(Keypoint text descriptions)
——
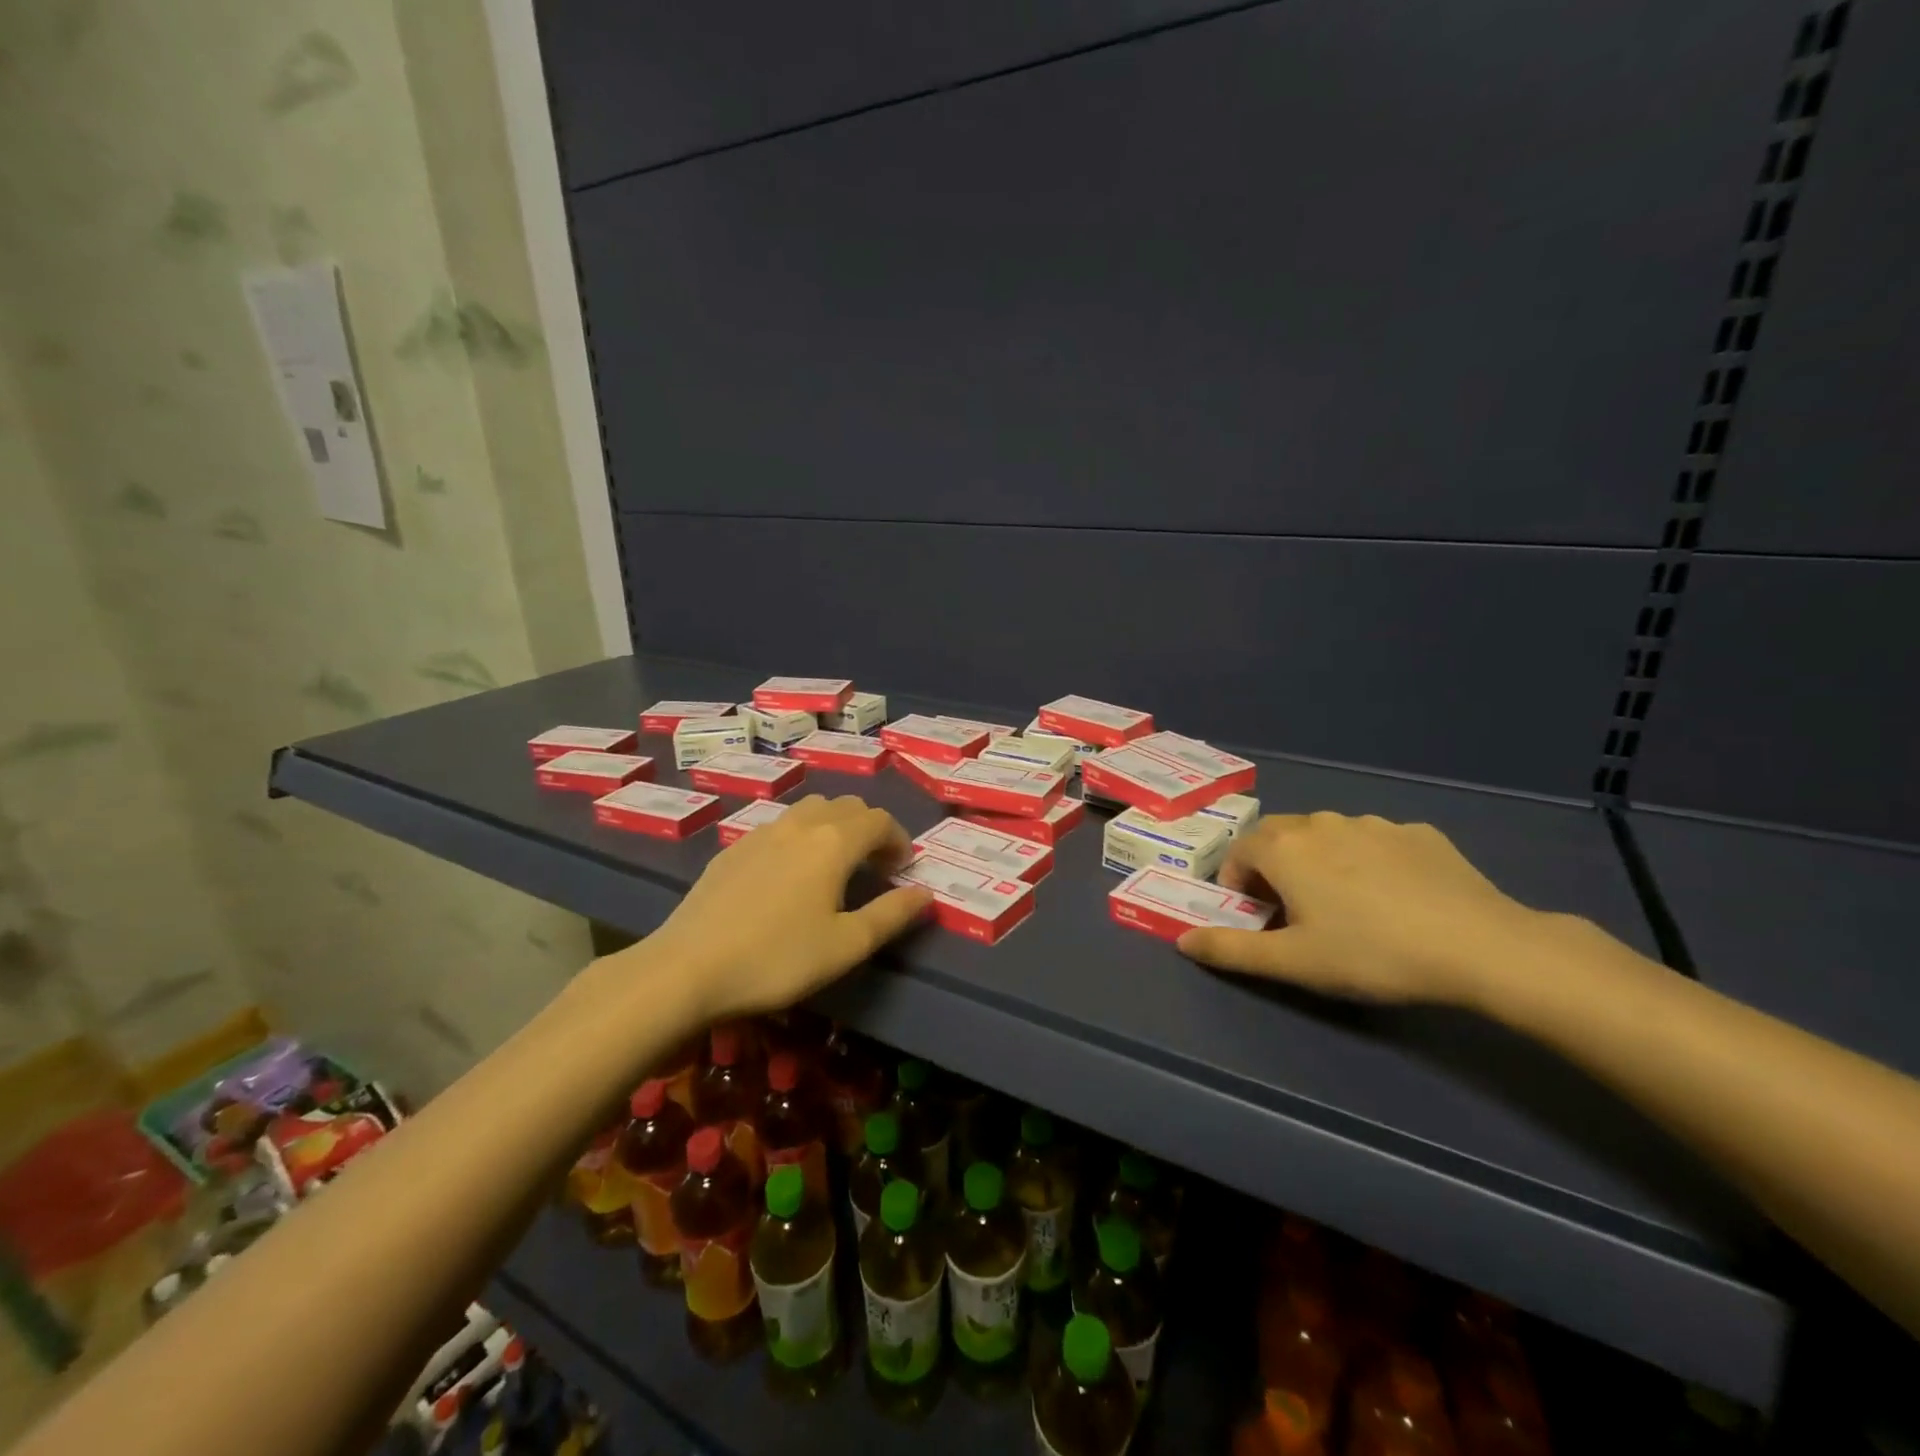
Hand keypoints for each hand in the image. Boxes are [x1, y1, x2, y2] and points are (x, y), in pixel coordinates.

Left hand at [639, 795, 932, 1021]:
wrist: (687, 968)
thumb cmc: (777, 958)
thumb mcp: (846, 945)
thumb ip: (891, 915)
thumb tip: (925, 893)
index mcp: (833, 842)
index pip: (879, 820)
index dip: (898, 839)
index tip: (901, 869)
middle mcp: (800, 825)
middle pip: (846, 806)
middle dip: (869, 828)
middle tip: (874, 867)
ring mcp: (761, 833)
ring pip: (809, 811)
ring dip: (834, 827)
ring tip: (834, 865)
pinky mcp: (733, 849)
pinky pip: (779, 827)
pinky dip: (800, 837)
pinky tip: (789, 875)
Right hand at [1177, 812, 1557, 1005]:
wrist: (1480, 946)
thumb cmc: (1371, 953)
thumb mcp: (1293, 962)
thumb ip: (1230, 950)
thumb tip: (1181, 941)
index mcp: (1285, 848)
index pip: (1239, 852)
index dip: (1237, 884)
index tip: (1255, 917)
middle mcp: (1322, 822)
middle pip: (1279, 836)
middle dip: (1272, 867)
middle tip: (1292, 911)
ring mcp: (1373, 823)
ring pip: (1327, 835)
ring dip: (1318, 861)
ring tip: (1344, 905)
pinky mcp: (1418, 833)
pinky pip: (1373, 841)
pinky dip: (1365, 860)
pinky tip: (1393, 897)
——
Your answer must be the lines from the one containing "middle dip: (1272, 867)" through the last line of the entries, copied exactly, with no other lines.

[WRITTEN ANSWER]
middle dip: (1272, 867)
middle tip: (1292, 911)
ring mcp: (1373, 823)
ring pip: (1327, 835)
ring dip: (1318, 861)
ring tip: (1344, 905)
pinky mcp: (1418, 833)
pinky pip: (1373, 841)
pinky dip: (1365, 860)
pinky tip: (1393, 897)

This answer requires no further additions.